Dataset entries section start

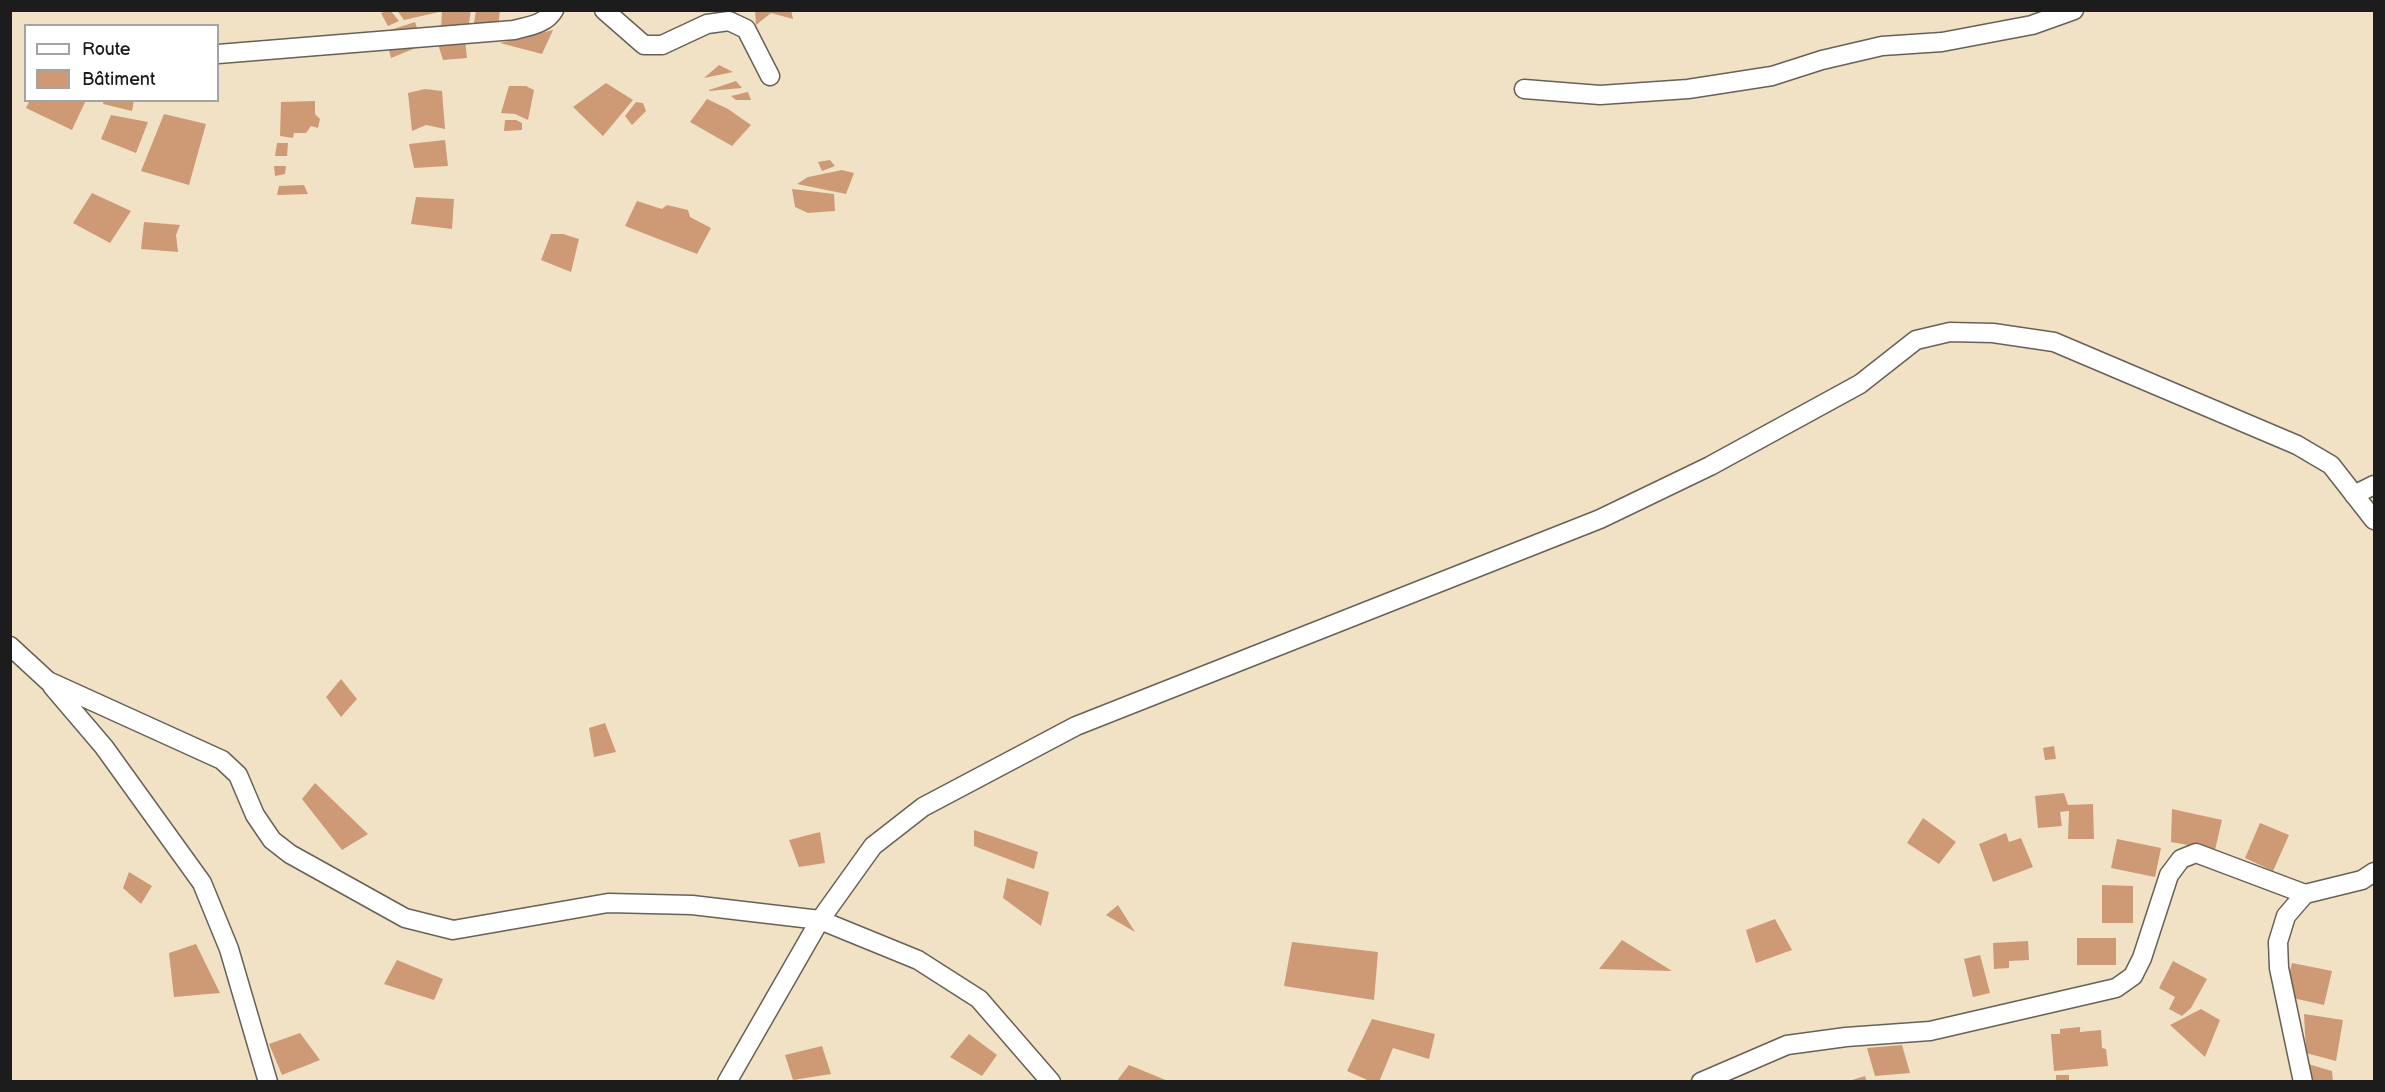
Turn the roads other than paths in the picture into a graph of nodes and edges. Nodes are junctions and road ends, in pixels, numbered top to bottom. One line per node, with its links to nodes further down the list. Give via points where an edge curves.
1 (555, 10): 4 (street, via 550,18 514,30)
2 (604, 10): 5 (street, via 644,45 662,45 707,24 729,21 746,29)
3 (2074, 10): 6 (street, via 2032,25 1942,42 1882,46 1772,76 1688,89 1600,95)
4 (219, 54)
5 (770, 76)
6 (1524, 89)
7 (2374, 485): 8 (street)
8 (2354, 495): 9 (street); 14 (street, via 2331,465 2297,445 2054,342 1961,332 1916,340 1860,384 1710,466 1600,519 1076,726 933,801 873,846)
9 (2374, 520)
10 (10, 646): 11 (street)
11 (48, 681): 14 (street, via 222,760 238,775 255,815 272,840 405,918 453,930 608,903 692,905); 15 (street, via 104,747 202,883 229,949)
12 (2374, 872): 13 (street, via 2362,880)
13 (2305, 894): 18 (street, via 2196,853 2181,859 2169,875 2142,958 2133,976 2116,988 1930,1031 1786,1045); 19 (street, via 2286,916 2278,942 2279,968)
14 (820, 920): 16 (street); 17 (street, via 918,960 979,999)
15 (268, 1082)
16 (727, 1082)
17 (1051, 1082)
18 (1701, 1082)
19 (2303, 1082)

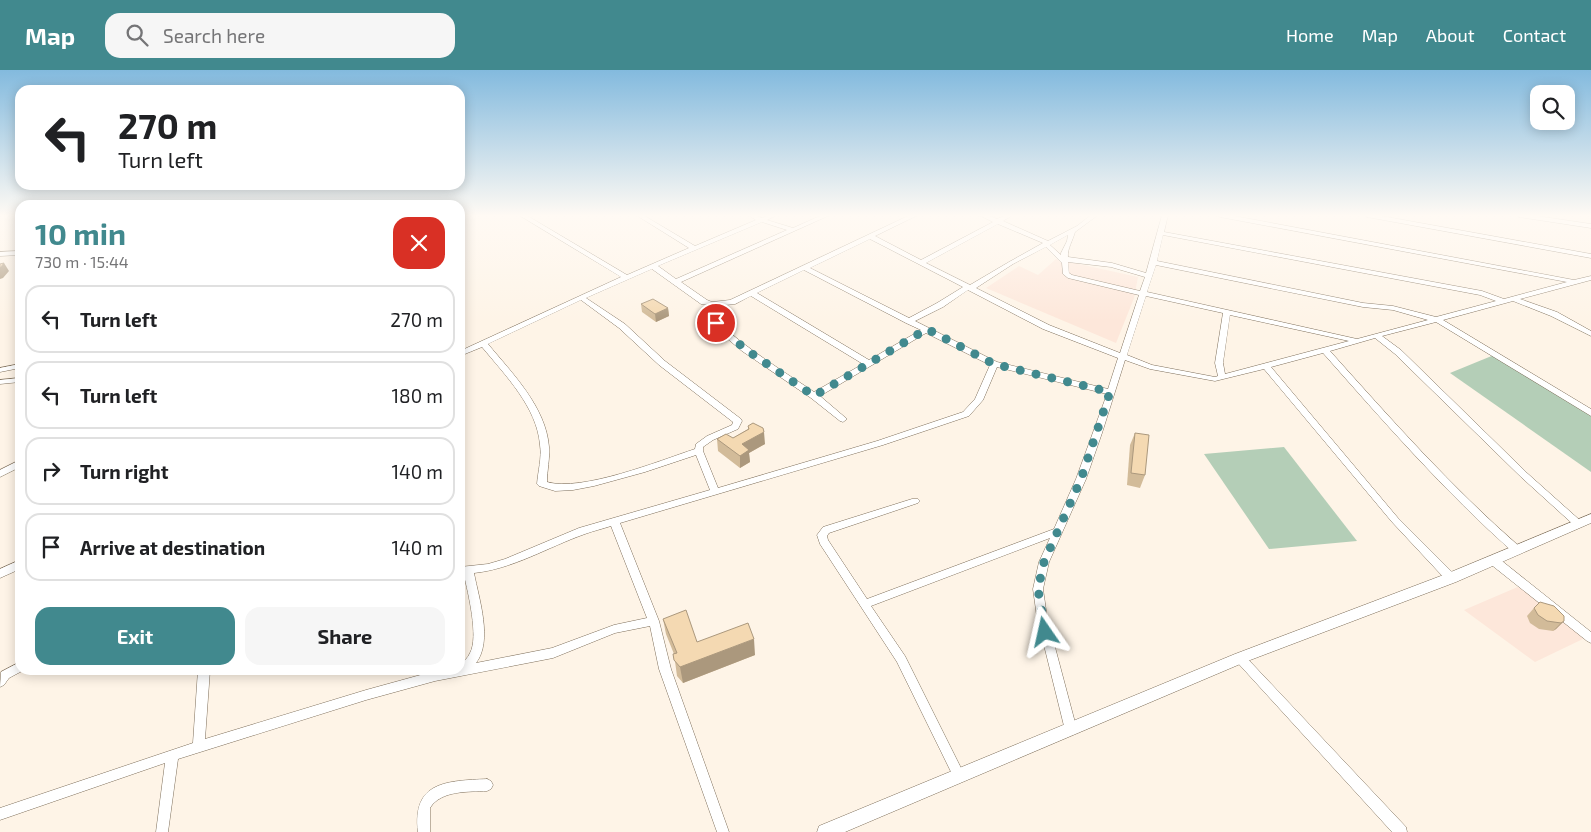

Dataset entries section end

**Exercise brief:**
The data above must be given back verbatim, minus its images.

**Task result:**
Turn the roads other than paths in the picture into a graph of nodes and edges. Nodes are junctions and road ends, in pixels, numbered top to bottom. One line per node, with its links to nodes further down the list. Give via points where an edge curves.
1 (555, 10): 4 (street, via 550,18 514,30)
2 (604, 10): 5 (street, via 644,45 662,45 707,24 729,21 746,29)
3 (2074, 10): 6 (street, via 2032,25 1942,42 1882,46 1772,76 1688,89 1600,95)
4 (219, 54)
5 (770, 76)
6 (1524, 89)
7 (2374, 485): 8 (street)
8 (2354, 495): 9 (street); 14 (street, via 2331,465 2297,445 2054,342 1961,332 1916,340 1860,384 1710,466 1600,519 1076,726 933,801 873,846)
9 (2374, 520)
10 (10, 646): 11 (street)
11 (48, 681): 14 (street, via 222,760 238,775 255,815 272,840 405,918 453,930 608,903 692,905); 15 (street, via 104,747 202,883 229,949)
12 (2374, 872): 13 (street, via 2362,880)
13 (2305, 894): 18 (street, via 2196,853 2181,859 2169,875 2142,958 2133,976 2116,988 1930,1031 1786,1045); 19 (street, via 2286,916 2278,942 2279,968)
14 (820, 920): 16 (street); 17 (street, via 918,960 979,999)
15 (268, 1082)
16 (727, 1082)
17 (1051, 1082)
18 (1701, 1082)
19 (2303, 1082)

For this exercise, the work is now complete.